16 FIG. By comparing the room-temperature cycle curves of Comparative Example 3 and Embodiment 1, and the room-temperature cycle curves of Comparative Example 4 and Embodiment 2 in, it can be seen that the curve of Embodiment 1 is significantly higher than that of Comparative Example 3, and the curve of Embodiment 2 is also significantly higher than that of Comparative Example 4, indicating that the cycle performance of Embodiment 1 is significantly better than that of Comparative Example 3, and the cycle performance of Embodiment 2 is significantly higher than that of Comparative Example 4. It can be seen that when the lithium-supplementing composite diaphragm manufactured in the present application has an electron conductive layer, the cycle performance of the battery can be further improved.
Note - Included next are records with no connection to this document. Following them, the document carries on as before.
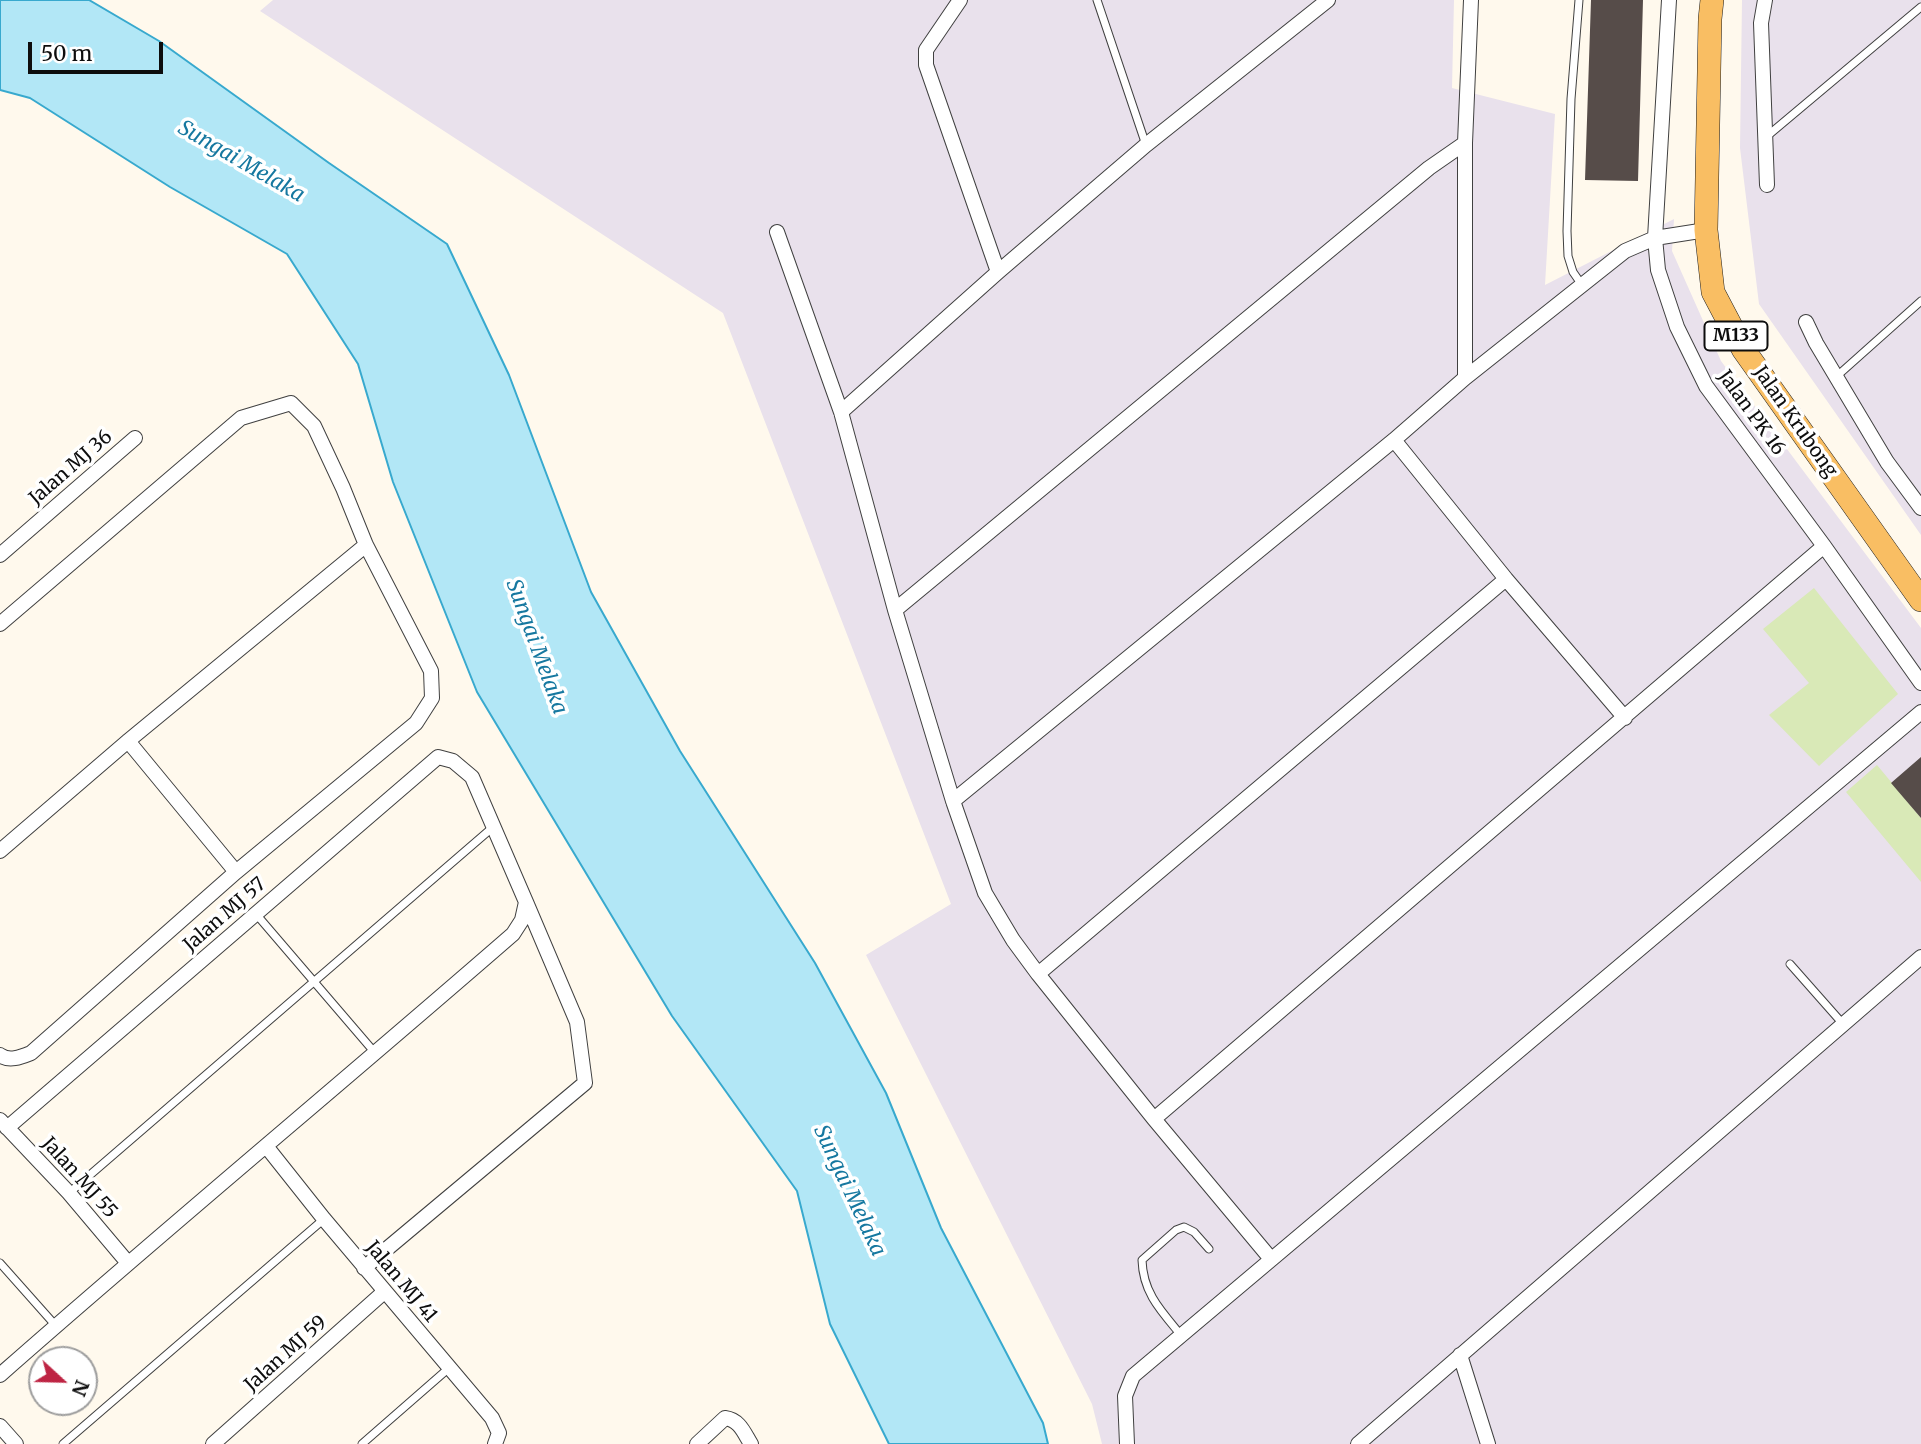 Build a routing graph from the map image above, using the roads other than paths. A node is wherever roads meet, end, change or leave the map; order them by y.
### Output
1 (960, 0) edge
2 (1097, 0) edge
3 (1328, 0) edge
4 (1471, 0) edge
5 (1579, 0) edge
6 (1669, 0) edge
7 (1765, 0) edge
8 (1312, 6) edge
9 (1712, 6) edge
10 (1921, 7) edge
11 (1765, 138) junction
12 (1465, 143) junction
13 (1146, 145) junction
14 (1767, 185) dead end
15 (1706, 230) junction
16 (777, 232) dead end
17 (1655, 238) junction
18 (998, 272) junction
19 (1582, 285) junction
20 (1921, 301) edge
21 (1806, 322) dead end
22 (1837, 376) junction
23 (1465, 378) junction
24 (841, 412) junction
25 (135, 438) dead end
26 (1394, 440) junction
27 (1921, 508) edge
28 (366, 545) junction
29 (1825, 546) junction
30 (0, 555) edge
31 (1506, 579) junction
32 (1921, 600) edge
33 (895, 610) junction
34 (0, 624) edge
35 (1921, 683) edge
36 (1921, 712) edge
37 (1625, 718) junction
38 (128, 741) junction
39 (953, 801) junction
40 (492, 828) junction
41 (0, 851) edge
42 (236, 872) junction
43 (526, 902) junction
44 (256, 914) junction
45 (1921, 957) edge
46 (1790, 964) dead end
47 (1038, 974) junction
48 (314, 981) junction
49 (1843, 1024) junction
50 (376, 1054) junction
51 (0, 1055) edge
52 (1154, 1119) junction
53 (4, 1124) edge
54 (266, 1146) junction
55 (69, 1193) junction
56 (324, 1219) junction
57 (1209, 1249) dead end
58 (1271, 1259) junction
59 (0, 1263) edge
60 (128, 1263) junction
61 (364, 1268) junction
62 (384, 1293) junction
63 (56, 1326) junction
64 (1181, 1335) junction
65 (1461, 1355) junction
66 (449, 1368) junction
67 (0, 1375) edge
68 (0, 1426) edge
69 (16, 1444) edge
70 (63, 1444) edge
71 (213, 1444) edge
72 (362, 1444) edge
73 (495, 1444) edge
74 (697, 1444) edge
75 (751, 1444) edge
76 (1128, 1444) edge
77 (1358, 1444) edge
78 (1488, 1444) edge

1 - 18 street
2 - 13 lane
3 - 8 street
4 - 12 street
5 - 19 lane
6 - 17 street, Jalan PK 16
7 - 11 street
8 - 13 street
9 - 15 main road, Jalan Krubong / M133
10 - 11 lane
11 - 14 street
12 - 23 street
12 - 33 street
13 - 18 street
15 - 17 street
15 - 32 main road, Jalan Krubong / M133
16 - 24 street
17 - 19 street
17 - 29 street, Jalan PK 16
18 - 24 street
19 - 23 street
20 - 22 lane
21 - 22 street
22 - 27 street
23 - 26 street
24 - 33 street
25 - 30 street, Jalan MJ 36
26 - 31 street
26 - 39 street
28 - 34 street
28 - 38 street
28 - 42 street
29 - 35 street, Jalan PK 16
29 - 37 street
31 - 37 street
31 - 47 street
33 - 39 street
36 - 58 street
37 - 52 street
38 - 41 street
38 - 42 street
39 - 47 street
40 - 43 street
40 - 44 street, Jalan MJ 57
40 - 48 lane
42 - 51 street
43 - 50 street
43 - 61 street
44 - 48 lane
44 - 53 street, Jalan MJ 57
45 - 49 street
46 - 49 lane
47 - 52 street
48 - 50 lane
48 - 55 lane
49 - 65 street
50 - 54 street
52 - 58 street
53 - 55 street, Jalan MJ 55
54 - 56 street, Jalan MJ 41
54 - 60 street
55 - 60 street, Jalan MJ 55
56 - 61 street, Jalan MJ 41
56 - 70 lane
57 - 64 lane
58 - 64 street
59 - 63 lane
60 - 63 street
61 - 62 street, Jalan MJ 41
62 - 66 street, Jalan MJ 41
62 - 71 street, Jalan MJ 59
63 - 67 street
64 - 76 street
65 - 77 street
65 - 78 street
66 - 72 lane
66 - 73 street, Jalan MJ 41
68 - 69 street
74 - 75 street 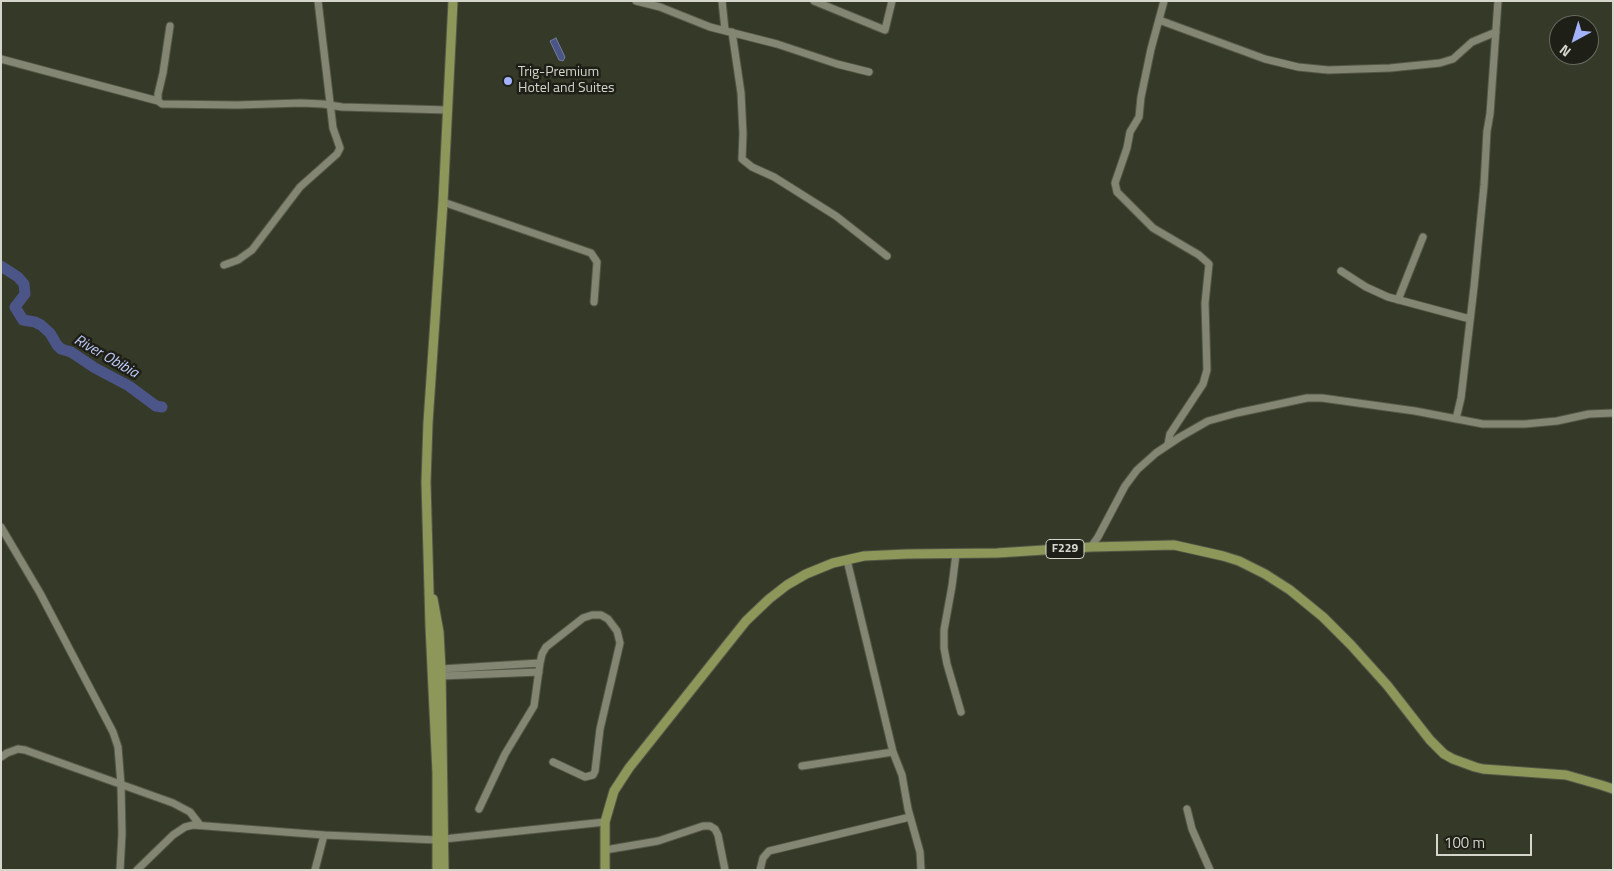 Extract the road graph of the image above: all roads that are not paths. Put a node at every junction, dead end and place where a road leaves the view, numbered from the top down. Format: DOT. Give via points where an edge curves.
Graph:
graph roads {
  1 [pos="318,1"];
  2 [pos="452,1"];
  3 [pos="636,1"];
  4 [pos="722,1"];
  5 [pos="814,1"];
  6 [pos="892,1"];
  7 [pos="1164,1"];
  8 [pos="1498,1"];
  9 [pos="1158,20"];
  10 [pos="170,26"];
  11 [pos="729,31"];
  12 [pos="1496,32"];
  13 [pos="1,59"];
  14 [pos="869,72"];
  15 [pos="158,101"];
  16 [pos="331,106"];
  17 [pos="448,110"];
  18 [pos="443,202"];
  19 [pos="1423,237"];
  20 [pos="887,256"];
  21 [pos="224,265"];
  22 [pos="1341,271"];
  23 [pos="1398,300"];
  24 [pos="594,302"];
  25 [pos="1470,319"];
  26 [pos="1613,413"];
  27 [pos="1456,419"];
  28 [pos="1168,444"];
  29 [pos="1,527"];
  30 [pos="1091,547"];
  31 [pos="956,554"];
  32 [pos="847,560"];
  33 [pos="429,584"];
  34 [pos="540,663"];
  35 [pos="539,672"];
  36 [pos="441,673"];
  37 [pos="961,712"];
  38 [pos="893,752"];
  39 [pos="1,757"];
  40 [pos="553,762"];
  41 [pos="802,766"];
  42 [pos="122,785"];
  43 [pos="1613,790"];
  44 [pos="479,809"];
  45 [pos="1187,809"];
  46 [pos="910,817"];
  47 [pos="605,822"];
  48 [pos="200,825"];
  49 [pos="324,836"];
  50 [pos="440,839"];
  51 [pos="605,850"];
  52 [pos="120,870"];
  53 [pos="137,870"];
  54 [pos="315,870"];
  55 [pos="437,870"];
  56 [pos="444,870"];
  57 [pos="605,870"];
  58 [pos="725,870"];
  59 [pos="760,870"];
  60 [pos="921,870"];
  61 [pos="1210,870"];
  1 -- 16 [label="street"];
  2 -- 17 [label="main road"];
  3 -- 11 [label="street"];
  4 -- 11 [label="street"];
  5 -- 6 [label="street" via="885,30"];
  7 -- 9 [label="street"];
  8 -- 12 [label="street"];
  9 -- 12 [label="street" via="1265,59 1328,70 1440,63 1453,59 1465,47"];
  9 -- 28 [label="street" via="1139,117 1130,132 1115,183 1117,192 1153,228 1199,254 1209,264 1204,384 1170,434"];
  10 -- 15 [label="street"];
  11 -- 14 [label="street"];
  11 -- 20 [label="street" via="741,93 742,159 831,212"];
  12 -- 25 [label="street"];
  13 -- 15 [label="street"];
  15 -- 16 [label="street" via="162,104 301,103"];
  16 -- 17 [label="street"];
  16 -- 21 [label="street" via="340,148 337,154 300,187 252,250"];
  17 -- 18 [label="main road"];
  18 -- 24 [label="street" via="592,253 598,262"];
  18 -- 33 [label="main road" via="428,423"];
  19 -- 23 [label="street"];
  22 -- 23 [label="street" via="1376,292"];
  23 -- 25 [label="street"];
  25 -- 27 [label="street"];
  26 -- 27 [label="street" via="1525,424 1483,424"];
  27 -- 28 [label="street" via="1415,410 1307,398 1208,421"];
  28 -- 30 [label="street" via="1137,470 1125,486"];
  29 -- 42 [label="street" via="40,592 112,732 118,747"];
  30 -- 31 [label="main road, F229"];
  30 -- 43 [label="main road, F229" via="1174,545 1239,561 1290,590 1323,617 1387,685 1430,740 1453,760 1483,769 1566,775"];
  31 -- 32 [label="main road, F229" via="907,554"];
  31 -- 37 [label="street" via="944,648"];
  32 -- 38 [label="street"];
  32 -- 47 [label="main road, F229" via="806,574 787,585 746,621 629,768 614,791"];
  33 -- 36 [label="main road" via="439,632"];
  33 -- 50 [label="main road"];
  34 -- 35 [label="street"];
  34 -- 36 [label="street"];
  34 -- 40 [label="street" via="546,647 583,618 601,615 617,630 620,643 600,730 595,771 585,777"];
  35 -- 36 [label="street"];
  35 -- 44 [label="street" via="534,706 505,754"];
  36 -- 50 [label="main road"];
  38 -- 41 [label="street"];
  38 -- 46 [label="street" via="902,775"];
  39 -- 42 [label="street" via="25,750"];
  42 -- 48 [label="street" via="173,803 190,812"];
  42 -- 52 [label="street"];
  45 -- 61 [label="street"];
  46 -- 59 [label="street" via="769,851"];
  46 -- 60 [label="street" via="920,852"];
  47 -- 50 [label="street"];
  47 -- 51 [label="main road, F229"];
  48 -- 49 [label="street"];
  48 -- 53 [label="street" via="185,827 173,835"];
  49 -- 50 [label="street"];
  49 -- 54 [label="street"];
  50 -- 55 [label="main road"];
  50 -- 56 [label="main road"];
  51 -- 57 [label="main road, F229"];
  51 -- 58 [label="street" via="658,841 710,826 718,835"];
} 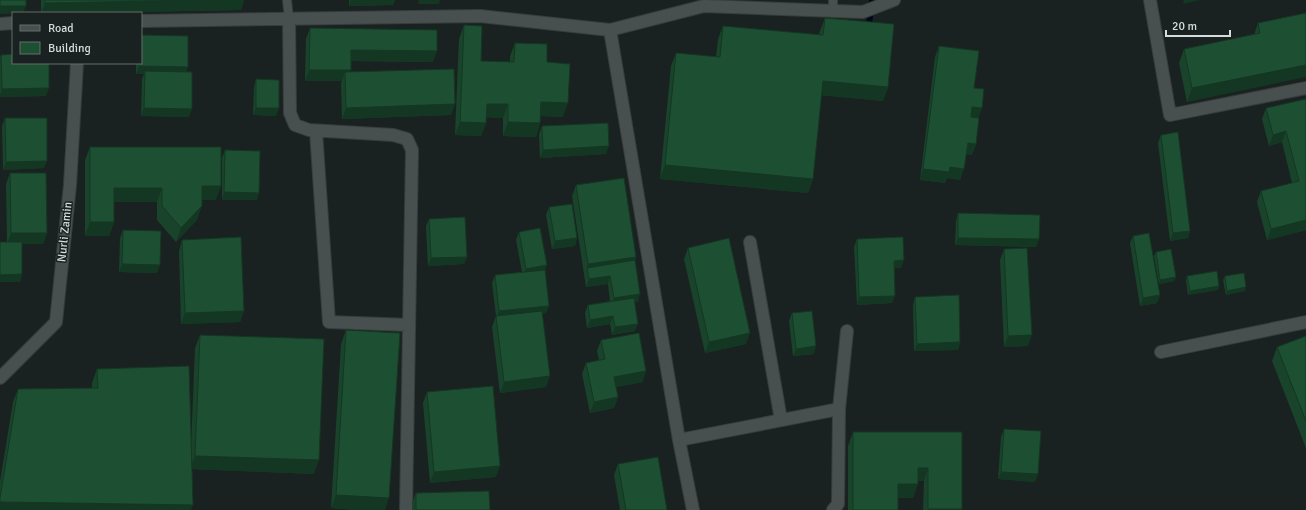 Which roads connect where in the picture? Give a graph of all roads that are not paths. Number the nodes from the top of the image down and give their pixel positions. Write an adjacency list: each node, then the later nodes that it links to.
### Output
1 (287, 0): 5 (lane)
2 (894, 0): 4 (street)
3 (1150, 0): 11 (street)
4 (833, 6): 9 (street)
5 (289, 19): 6 (street); 9 (street); 12 (street)
6 (142, 21)
7 (12, 23): 8 (street)
8 (0, 24)
9 (610, 30): 21 (street)
10 (78, 64): 18 (street, Nurli Zamin)
11 (1306, 88)
12 (316, 131): 15 (street); 15 (street)
13 (750, 242): 20 (street)
14 (1306, 322): 17 (street)
15 (409, 325): 22 (street)
16 (847, 332): 19 (street)
17 (1162, 352)
18 (0, 378)
19 (839, 409): 20 (street); 24 (street)
20 (781, 420): 21 (street)
21 (679, 440): 23 (street)
22 (406, 510)
23 (693, 510)
24 (834, 510)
The lithium-supplementing composite diaphragm of the present application can be directly applied to negative electrode lithium supplementation, thereby improving the initial coulombic efficiency and cycle life of lithium battery. The lithium-supplementing composite diaphragm of the present application can control the degree of lithium supplementation (pre-lithiation) by regulating the thickness of the lithium layer, and improves the utilization rate of lithium in the pre-lithiation process. The composite diaphragm of the present application reduces the generation of dead lithium and further improves the utilization rate of lithium by providing an electronic conductive channel between the lithium layer and the negative electrode active material. The lithium-supplementing composite diaphragm of the present application does not change the normal production process of lithium batteries and thus does not reduce the production efficiency of lithium batteries. The lithium-supplementing composite diaphragm of the present application has a protective layer on both sides of the lithium layer, which isolates the lithium layer from contact with the external environment, so that the lithium layer does not react with air and water in the environment, making the lithium-supplementing composite diaphragm have relatively low requirements for the storage environment. In addition, the lithium-supplementing composite diaphragm of the present application provides electronic conductive paths and ionic conductive paths between the lithium layer and the negative electrode active material. After assembling the battery, a solid electrolyte film (SEI) can be formed in situ, further reducing the loss of active lithium and improving the coulombic efficiency and cycle life of the lithium battery.

Finally, it should be noted that the embodiments in this specification are described in a progressive manner, with each embodiment focusing on the differences from other embodiments. The same and similar parts between the embodiments can be referred to each other.

It should be noted that the above embodiments are only used to illustrate the technical solutions of the present application, and are not intended to limit them. Although the present application has been described in detail with reference to the aforementioned embodiments, those of ordinary skill in the art will appreciate that modifications can still be made to the technical solutions described in the aforementioned embodiments, or equivalents may be substituted for certain technical features. Such modifications or substitutions do not make the essence of the corresponding technical solutions depart from the spirit and scope of the technical solutions of the embodiments of the present application.